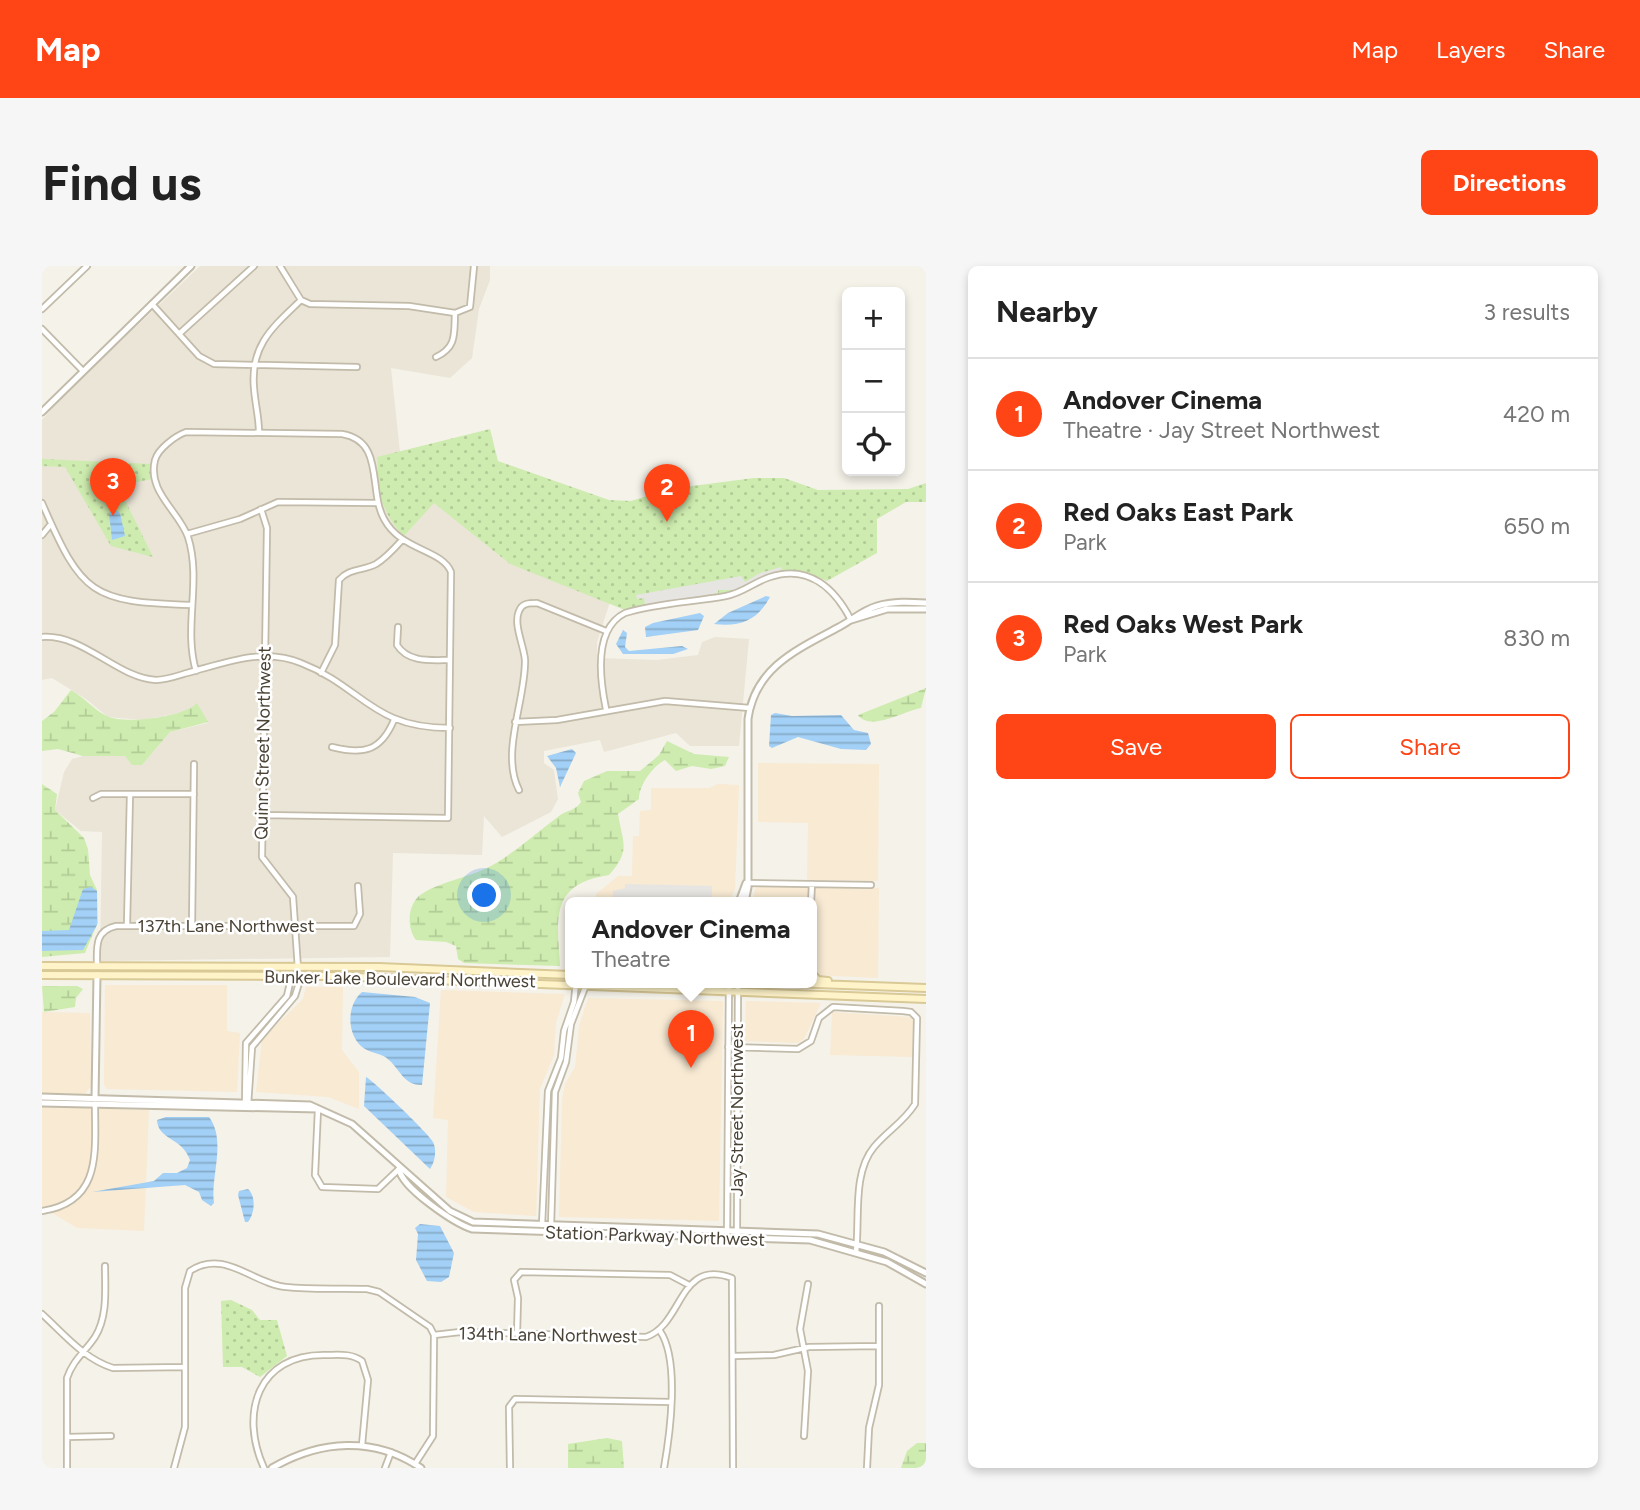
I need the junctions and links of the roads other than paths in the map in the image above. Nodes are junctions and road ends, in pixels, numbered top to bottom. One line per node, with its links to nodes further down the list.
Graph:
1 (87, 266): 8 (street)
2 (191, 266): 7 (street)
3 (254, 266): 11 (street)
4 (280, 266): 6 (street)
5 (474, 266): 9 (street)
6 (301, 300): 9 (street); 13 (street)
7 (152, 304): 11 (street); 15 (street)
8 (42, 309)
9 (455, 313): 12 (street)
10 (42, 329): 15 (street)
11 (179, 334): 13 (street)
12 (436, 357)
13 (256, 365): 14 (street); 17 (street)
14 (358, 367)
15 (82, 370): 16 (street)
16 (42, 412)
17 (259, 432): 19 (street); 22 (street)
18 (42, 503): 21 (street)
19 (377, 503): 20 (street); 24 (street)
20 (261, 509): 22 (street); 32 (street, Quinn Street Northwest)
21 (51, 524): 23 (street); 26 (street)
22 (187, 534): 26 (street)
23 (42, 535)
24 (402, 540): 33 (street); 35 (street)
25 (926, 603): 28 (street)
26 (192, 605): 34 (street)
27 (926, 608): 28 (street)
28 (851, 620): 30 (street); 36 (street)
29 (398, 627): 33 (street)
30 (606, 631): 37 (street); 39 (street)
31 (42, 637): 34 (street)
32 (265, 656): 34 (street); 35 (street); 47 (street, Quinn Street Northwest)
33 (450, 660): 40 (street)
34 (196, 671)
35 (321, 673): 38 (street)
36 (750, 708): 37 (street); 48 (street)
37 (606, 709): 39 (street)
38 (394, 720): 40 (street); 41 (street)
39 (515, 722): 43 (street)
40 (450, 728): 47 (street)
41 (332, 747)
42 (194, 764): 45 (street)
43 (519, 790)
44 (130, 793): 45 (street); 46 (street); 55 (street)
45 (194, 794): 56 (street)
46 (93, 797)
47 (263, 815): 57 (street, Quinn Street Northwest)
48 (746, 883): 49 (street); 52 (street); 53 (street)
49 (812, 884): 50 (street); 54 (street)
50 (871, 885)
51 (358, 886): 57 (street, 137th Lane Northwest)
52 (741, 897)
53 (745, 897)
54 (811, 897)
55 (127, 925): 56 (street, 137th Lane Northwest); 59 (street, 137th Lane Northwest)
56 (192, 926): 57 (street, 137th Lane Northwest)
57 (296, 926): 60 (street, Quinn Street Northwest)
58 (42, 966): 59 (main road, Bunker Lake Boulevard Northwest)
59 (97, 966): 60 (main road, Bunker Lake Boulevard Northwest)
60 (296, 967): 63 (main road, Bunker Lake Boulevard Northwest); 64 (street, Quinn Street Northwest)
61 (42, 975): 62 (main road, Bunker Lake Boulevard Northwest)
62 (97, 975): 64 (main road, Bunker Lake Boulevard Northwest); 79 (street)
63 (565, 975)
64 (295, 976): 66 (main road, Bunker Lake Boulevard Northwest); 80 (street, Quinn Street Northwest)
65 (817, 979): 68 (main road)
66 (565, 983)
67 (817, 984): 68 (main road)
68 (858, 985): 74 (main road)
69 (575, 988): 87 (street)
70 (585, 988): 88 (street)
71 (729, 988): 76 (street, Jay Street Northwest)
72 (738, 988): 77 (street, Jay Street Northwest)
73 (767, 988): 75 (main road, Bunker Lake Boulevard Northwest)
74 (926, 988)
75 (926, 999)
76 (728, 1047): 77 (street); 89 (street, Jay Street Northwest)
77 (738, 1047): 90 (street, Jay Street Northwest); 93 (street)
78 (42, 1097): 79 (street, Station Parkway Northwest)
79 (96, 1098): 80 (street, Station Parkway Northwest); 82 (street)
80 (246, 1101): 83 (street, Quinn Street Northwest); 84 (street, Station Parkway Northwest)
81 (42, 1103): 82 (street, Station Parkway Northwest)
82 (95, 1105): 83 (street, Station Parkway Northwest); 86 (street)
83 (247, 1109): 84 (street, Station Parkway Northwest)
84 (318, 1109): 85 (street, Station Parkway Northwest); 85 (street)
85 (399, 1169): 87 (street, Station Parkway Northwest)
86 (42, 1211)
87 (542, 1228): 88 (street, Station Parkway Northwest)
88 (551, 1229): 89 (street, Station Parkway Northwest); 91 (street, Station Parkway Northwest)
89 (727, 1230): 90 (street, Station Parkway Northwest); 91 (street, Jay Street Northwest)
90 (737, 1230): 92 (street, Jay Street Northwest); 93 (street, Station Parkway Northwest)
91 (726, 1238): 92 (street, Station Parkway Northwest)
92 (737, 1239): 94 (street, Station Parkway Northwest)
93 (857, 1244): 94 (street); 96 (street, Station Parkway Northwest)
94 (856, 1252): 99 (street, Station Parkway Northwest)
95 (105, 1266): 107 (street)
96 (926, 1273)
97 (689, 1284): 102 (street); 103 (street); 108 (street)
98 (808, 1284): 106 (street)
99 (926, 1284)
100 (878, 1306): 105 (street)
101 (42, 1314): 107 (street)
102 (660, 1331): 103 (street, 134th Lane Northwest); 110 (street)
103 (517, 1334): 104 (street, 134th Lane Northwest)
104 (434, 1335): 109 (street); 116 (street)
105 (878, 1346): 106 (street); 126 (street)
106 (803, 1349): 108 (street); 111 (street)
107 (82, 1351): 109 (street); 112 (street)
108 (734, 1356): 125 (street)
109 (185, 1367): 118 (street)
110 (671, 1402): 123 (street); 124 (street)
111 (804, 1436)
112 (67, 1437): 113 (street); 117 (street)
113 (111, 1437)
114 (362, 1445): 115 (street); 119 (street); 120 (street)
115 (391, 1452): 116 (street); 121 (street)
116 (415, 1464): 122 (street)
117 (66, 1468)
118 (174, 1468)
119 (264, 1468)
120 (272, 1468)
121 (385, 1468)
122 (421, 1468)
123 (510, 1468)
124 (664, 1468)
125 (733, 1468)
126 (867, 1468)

→ EXERCISE DETAILS: Within the data, how many lines hold the word "Quinn"? State the number alone.

→ PROBLEM SOLUTION: 7